Why Does Balanced Training Destroy Performance?
*Begin speculation*
Distribution shift between training and inference creates systematic probability miscalibration. When you balance the dataset to 50/50, you're teaching the model that P(fighter1_wins) = 0.5 across all feature combinations. But in reality, fighter1 (red corner) wins ~60% of the time because the UFC systematically assigns the red corner to champions in title fights and generally more experienced/favored fighters in regular bouts.
The calibration mismatch:
- Training: Model learns P(fighter1_wins | features) where the base rate is artificially 0.5
- Inference: Model predicts on data where the true base rate is 0.6
This specifically destroys betting ROI because:
- Systematic underestimation of favorites: When a red corner fighter should win with 70% probability, your balanced model might predict 60%, causing you to miss profitable favorite bets
- Systematic overestimation of underdogs: When a blue corner fighter should win with 30% probability, your model might predict 40%, leading to negative EV underdog bets
- Market inefficiency amplification: The higher ROI without balancing implies that the model is learning this pattern of corner bias more efficiently than the market is.

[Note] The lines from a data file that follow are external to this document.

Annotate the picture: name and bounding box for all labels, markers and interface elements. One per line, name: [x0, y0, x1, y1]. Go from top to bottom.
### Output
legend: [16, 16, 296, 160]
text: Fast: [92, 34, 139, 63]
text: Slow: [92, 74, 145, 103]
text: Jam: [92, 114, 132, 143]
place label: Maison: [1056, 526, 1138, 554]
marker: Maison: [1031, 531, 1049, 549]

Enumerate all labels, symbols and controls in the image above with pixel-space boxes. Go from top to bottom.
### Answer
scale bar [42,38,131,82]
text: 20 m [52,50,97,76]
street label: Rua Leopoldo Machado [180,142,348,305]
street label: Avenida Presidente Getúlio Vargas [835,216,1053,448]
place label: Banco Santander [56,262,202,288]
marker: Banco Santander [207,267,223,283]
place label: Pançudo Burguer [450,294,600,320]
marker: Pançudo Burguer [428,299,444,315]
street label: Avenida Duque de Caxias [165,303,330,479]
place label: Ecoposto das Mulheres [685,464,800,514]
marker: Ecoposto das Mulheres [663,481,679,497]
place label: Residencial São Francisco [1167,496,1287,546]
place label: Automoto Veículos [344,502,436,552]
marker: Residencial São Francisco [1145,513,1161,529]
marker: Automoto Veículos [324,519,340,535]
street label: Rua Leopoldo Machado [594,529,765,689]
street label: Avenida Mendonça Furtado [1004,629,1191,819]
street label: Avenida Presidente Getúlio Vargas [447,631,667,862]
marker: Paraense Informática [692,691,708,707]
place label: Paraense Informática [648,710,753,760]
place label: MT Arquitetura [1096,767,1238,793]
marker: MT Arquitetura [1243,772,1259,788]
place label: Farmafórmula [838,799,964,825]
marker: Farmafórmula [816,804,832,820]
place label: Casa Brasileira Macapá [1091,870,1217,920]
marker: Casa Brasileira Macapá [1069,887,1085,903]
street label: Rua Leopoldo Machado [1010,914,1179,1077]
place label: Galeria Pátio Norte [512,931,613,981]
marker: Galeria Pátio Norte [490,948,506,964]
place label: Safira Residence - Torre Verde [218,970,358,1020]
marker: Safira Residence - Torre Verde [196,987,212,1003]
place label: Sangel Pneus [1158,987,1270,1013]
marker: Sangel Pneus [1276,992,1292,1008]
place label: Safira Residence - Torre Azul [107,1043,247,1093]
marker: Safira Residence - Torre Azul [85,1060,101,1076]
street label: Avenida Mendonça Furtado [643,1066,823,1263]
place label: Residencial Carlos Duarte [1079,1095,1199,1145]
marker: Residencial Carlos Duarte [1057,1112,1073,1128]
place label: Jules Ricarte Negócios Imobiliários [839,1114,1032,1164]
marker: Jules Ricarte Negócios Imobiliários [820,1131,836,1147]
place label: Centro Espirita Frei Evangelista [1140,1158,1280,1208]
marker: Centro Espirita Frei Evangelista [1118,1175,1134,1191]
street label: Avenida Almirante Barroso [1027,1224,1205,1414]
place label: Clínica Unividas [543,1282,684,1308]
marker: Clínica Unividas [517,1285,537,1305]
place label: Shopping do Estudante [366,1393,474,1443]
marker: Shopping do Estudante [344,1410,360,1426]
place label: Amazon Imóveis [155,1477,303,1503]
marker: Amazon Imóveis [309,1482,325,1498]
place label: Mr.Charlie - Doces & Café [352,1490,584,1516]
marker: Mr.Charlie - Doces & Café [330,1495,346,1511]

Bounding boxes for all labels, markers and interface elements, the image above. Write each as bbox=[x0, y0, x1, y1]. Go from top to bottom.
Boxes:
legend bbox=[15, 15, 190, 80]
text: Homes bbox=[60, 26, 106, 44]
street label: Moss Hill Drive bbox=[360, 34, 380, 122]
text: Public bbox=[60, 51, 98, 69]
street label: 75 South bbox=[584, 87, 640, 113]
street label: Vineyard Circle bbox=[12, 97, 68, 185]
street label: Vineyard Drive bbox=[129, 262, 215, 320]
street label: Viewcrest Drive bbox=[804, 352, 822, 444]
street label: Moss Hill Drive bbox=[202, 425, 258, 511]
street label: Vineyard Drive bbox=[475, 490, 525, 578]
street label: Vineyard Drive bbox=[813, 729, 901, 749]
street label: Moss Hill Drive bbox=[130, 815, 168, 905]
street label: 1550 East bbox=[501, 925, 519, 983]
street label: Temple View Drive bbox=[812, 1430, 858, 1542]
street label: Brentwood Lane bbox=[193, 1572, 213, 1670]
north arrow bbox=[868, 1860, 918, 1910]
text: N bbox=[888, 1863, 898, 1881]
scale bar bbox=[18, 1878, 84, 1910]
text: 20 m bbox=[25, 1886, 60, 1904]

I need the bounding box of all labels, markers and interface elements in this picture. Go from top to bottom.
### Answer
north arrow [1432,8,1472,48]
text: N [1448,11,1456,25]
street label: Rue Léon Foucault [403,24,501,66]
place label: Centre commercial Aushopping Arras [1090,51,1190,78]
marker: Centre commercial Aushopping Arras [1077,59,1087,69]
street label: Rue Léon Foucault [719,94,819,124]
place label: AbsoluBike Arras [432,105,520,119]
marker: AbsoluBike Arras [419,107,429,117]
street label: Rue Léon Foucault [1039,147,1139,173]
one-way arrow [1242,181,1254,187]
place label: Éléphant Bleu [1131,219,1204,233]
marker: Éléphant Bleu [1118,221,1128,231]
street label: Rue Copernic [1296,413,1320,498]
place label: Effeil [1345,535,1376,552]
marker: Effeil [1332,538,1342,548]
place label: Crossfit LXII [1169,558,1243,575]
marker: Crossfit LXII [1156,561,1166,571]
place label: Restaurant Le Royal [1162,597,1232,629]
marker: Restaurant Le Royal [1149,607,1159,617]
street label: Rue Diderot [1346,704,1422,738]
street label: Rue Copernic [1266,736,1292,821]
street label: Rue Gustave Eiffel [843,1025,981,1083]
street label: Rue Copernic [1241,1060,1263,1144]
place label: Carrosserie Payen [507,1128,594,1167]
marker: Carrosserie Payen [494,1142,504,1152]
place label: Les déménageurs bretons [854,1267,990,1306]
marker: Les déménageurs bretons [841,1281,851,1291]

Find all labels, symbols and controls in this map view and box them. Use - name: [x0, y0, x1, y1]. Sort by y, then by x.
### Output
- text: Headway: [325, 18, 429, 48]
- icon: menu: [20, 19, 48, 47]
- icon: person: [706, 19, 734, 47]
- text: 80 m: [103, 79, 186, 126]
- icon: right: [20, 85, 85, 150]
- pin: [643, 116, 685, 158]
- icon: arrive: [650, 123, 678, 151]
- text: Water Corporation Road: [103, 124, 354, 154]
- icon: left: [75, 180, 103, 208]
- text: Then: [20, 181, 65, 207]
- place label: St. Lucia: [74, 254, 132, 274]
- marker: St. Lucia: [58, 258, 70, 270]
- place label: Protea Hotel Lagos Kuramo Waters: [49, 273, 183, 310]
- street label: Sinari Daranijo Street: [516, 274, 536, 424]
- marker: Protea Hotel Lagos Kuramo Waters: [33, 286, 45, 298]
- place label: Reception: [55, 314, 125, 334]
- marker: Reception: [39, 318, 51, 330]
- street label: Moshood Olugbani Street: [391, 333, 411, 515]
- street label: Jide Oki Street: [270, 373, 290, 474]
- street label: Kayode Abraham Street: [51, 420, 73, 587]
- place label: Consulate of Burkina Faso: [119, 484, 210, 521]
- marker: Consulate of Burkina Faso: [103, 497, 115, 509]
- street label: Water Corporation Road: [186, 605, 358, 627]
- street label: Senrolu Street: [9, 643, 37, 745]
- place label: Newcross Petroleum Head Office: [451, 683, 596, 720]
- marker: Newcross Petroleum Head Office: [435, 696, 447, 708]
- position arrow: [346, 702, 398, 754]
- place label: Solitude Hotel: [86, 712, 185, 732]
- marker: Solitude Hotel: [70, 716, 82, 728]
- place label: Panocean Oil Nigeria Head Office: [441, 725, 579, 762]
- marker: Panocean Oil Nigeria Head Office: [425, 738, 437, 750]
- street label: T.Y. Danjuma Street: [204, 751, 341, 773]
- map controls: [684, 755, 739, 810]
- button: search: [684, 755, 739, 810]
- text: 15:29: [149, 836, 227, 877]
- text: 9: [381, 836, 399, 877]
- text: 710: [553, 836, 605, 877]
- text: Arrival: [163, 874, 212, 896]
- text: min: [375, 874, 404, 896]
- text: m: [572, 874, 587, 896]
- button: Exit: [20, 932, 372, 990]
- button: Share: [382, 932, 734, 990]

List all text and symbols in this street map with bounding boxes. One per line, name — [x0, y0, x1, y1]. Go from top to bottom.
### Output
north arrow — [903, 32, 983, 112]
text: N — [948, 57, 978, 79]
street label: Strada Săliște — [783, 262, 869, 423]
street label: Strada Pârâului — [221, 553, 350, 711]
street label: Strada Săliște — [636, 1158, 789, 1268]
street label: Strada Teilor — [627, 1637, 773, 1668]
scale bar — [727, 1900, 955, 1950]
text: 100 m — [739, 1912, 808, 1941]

The model's probability outputs are fundamentally miscalibrated for the real world's corner assignment bias. You're essentially training a model for a balanced fantasy UFC and then applying it to the systematically biased real UFC, where corner assignments carry predictive information about fight outcomes.
Bottom line: The balanced training throws away valuable signal (red corner = usually stronger fighter) and teaches the model incorrect base rates, leading to systematically poor probability estimates that destroy betting performance.
Doesn't Calibrating the Winrate Just Create a Proxy for the Odds?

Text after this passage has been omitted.